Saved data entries
◆ ◆ ◆ ◆ ◆

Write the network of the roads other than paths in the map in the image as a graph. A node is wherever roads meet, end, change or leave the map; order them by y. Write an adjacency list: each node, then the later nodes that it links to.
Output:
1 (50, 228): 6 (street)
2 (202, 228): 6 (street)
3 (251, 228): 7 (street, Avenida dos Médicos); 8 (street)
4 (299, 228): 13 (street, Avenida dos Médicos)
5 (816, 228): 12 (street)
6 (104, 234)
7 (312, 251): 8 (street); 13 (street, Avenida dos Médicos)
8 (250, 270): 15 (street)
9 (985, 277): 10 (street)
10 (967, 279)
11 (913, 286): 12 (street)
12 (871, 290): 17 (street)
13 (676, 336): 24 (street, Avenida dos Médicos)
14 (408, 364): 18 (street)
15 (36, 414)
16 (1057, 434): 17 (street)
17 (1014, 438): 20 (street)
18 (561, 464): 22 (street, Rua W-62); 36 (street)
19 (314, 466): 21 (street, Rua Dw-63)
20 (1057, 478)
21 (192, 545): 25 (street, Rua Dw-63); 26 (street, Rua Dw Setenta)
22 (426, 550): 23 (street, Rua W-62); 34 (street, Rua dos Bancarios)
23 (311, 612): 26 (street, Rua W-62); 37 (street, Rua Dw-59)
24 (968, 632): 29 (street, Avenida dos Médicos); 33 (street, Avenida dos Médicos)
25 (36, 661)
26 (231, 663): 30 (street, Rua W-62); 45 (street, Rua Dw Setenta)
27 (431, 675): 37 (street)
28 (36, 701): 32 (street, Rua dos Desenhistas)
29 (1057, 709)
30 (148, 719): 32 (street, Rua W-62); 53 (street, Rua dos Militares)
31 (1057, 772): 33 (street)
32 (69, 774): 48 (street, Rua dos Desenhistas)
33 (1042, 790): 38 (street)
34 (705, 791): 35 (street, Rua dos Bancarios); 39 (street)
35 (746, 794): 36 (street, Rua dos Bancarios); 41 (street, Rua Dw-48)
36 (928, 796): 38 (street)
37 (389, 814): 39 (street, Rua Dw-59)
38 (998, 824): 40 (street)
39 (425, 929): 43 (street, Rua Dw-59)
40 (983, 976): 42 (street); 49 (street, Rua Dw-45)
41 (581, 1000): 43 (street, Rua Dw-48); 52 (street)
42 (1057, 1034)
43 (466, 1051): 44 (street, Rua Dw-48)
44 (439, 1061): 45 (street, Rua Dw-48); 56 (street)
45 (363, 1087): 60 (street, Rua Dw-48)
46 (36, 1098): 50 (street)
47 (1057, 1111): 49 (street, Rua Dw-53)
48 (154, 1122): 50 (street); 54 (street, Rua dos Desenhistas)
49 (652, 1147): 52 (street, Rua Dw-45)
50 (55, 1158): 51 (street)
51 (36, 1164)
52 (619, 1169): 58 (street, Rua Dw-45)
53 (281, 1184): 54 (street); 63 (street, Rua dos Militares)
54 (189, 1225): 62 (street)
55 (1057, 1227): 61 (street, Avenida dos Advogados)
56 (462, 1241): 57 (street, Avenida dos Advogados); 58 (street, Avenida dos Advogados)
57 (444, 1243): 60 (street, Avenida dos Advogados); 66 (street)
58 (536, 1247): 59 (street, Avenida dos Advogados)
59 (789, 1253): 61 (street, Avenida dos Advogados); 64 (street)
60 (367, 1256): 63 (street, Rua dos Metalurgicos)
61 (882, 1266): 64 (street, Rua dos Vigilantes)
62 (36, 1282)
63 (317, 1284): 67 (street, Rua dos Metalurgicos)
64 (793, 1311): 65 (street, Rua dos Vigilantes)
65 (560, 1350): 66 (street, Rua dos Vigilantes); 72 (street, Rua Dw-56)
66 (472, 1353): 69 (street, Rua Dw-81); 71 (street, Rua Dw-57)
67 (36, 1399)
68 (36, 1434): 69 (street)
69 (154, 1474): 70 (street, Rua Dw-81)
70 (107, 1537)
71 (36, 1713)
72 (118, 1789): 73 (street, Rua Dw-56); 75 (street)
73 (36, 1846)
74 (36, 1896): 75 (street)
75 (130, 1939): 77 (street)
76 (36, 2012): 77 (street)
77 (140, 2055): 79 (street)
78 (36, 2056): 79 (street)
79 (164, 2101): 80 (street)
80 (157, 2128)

◆ ◆ ◆ ◆ ◆

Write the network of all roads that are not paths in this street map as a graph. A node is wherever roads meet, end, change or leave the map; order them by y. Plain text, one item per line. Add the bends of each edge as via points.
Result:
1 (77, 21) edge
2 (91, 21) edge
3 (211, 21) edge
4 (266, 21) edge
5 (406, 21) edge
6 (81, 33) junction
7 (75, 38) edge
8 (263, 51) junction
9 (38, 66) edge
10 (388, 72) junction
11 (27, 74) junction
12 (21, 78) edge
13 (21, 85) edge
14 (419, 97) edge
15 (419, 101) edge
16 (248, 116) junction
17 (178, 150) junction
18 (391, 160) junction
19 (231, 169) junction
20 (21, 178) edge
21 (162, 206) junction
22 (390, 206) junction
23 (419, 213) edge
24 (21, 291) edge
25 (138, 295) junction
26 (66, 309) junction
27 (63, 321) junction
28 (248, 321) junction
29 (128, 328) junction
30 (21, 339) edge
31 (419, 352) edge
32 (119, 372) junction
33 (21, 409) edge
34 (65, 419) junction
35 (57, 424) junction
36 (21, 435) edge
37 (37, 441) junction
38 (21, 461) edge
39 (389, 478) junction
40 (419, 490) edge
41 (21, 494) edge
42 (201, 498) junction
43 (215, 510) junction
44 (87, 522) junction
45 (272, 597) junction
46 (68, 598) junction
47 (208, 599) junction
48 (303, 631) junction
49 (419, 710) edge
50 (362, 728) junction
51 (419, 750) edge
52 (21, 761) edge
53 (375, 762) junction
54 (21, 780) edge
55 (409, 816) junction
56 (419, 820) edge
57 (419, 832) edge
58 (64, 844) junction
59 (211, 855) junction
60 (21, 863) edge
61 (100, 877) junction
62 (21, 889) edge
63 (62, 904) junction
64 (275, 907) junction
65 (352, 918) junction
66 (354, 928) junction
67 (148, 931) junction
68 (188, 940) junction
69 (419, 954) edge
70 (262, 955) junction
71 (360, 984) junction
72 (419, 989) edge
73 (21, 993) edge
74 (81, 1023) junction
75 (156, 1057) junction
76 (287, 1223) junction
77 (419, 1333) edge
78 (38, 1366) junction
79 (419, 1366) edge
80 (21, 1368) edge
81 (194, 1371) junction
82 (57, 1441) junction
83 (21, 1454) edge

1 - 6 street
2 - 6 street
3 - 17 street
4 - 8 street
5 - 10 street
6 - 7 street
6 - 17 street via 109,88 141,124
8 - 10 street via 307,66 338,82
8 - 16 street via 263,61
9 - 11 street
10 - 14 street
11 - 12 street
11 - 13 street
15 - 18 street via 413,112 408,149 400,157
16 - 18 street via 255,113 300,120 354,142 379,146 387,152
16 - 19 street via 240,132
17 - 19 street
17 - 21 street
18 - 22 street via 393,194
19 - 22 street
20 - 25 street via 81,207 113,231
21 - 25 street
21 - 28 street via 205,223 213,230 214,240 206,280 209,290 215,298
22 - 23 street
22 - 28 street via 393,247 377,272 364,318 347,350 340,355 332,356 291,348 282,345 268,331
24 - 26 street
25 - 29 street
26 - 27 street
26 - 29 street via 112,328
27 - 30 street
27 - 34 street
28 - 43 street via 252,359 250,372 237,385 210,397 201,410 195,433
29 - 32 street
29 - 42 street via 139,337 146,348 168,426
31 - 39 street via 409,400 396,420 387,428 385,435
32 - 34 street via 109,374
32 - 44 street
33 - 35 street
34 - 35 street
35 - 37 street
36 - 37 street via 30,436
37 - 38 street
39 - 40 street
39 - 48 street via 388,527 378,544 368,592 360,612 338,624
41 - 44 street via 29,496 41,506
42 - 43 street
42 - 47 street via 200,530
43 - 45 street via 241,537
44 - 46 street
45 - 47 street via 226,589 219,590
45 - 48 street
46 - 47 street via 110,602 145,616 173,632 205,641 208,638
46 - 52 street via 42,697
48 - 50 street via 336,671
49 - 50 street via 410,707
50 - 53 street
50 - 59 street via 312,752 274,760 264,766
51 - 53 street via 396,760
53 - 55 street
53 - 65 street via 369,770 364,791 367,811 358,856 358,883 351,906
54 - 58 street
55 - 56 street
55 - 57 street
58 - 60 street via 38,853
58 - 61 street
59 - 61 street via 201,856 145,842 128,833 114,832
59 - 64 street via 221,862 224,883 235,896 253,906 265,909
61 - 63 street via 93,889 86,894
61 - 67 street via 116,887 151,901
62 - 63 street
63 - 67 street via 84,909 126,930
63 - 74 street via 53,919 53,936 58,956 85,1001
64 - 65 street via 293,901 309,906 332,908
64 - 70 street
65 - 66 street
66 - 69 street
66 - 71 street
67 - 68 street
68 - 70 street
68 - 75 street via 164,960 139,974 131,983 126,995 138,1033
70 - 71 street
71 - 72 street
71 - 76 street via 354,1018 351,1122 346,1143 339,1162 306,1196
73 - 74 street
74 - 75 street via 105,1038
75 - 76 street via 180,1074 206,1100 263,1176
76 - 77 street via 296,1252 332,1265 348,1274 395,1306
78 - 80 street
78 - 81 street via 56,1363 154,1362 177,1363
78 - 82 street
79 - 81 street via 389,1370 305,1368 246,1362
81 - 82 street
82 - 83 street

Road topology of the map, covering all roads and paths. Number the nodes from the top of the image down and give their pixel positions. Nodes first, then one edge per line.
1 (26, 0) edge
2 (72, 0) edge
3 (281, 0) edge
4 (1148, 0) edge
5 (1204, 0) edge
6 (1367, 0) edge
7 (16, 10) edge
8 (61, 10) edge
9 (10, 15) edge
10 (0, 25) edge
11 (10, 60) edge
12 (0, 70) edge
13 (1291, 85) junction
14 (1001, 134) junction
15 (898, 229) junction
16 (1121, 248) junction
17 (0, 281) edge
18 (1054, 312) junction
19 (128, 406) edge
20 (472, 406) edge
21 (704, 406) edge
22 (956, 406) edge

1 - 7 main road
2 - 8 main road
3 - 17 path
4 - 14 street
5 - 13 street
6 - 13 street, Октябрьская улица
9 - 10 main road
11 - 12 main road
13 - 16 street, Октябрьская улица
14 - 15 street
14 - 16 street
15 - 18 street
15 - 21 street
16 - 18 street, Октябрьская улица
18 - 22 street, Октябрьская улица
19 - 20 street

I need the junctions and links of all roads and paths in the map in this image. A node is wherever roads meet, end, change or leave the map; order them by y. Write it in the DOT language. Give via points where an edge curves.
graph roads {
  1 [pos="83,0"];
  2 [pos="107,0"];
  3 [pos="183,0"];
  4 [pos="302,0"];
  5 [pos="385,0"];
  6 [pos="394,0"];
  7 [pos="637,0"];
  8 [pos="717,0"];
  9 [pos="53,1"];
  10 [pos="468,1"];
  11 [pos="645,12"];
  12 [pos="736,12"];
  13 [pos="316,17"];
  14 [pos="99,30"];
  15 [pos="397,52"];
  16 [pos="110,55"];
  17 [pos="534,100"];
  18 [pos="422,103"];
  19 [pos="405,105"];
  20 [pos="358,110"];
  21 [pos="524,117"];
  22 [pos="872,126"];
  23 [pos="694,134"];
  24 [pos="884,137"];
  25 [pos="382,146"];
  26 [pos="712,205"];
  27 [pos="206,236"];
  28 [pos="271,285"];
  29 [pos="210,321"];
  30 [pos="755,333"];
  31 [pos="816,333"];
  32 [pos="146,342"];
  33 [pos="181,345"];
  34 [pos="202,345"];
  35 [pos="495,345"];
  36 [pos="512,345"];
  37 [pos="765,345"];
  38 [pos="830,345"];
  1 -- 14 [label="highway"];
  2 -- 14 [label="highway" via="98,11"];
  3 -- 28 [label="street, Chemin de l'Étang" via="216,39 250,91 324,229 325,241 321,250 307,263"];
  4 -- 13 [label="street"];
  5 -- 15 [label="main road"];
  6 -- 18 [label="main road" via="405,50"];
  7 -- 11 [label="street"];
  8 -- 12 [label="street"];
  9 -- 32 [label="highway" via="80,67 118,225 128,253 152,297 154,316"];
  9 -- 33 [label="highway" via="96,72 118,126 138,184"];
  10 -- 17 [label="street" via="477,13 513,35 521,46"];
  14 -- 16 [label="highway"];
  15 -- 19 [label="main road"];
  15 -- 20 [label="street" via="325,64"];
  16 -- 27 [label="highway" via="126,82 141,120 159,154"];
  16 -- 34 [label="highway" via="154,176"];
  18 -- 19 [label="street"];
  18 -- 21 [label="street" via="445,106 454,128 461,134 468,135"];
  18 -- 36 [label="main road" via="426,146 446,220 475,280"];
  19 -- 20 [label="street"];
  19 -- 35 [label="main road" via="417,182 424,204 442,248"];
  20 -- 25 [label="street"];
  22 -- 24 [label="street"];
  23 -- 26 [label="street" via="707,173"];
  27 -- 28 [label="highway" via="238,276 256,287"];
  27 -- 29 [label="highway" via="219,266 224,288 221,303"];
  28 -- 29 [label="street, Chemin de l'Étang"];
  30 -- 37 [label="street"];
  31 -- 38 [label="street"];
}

◆ ◆ ◆ ◆ ◆

If a line of the records contains the word "Chemin", count it; give only the total.

2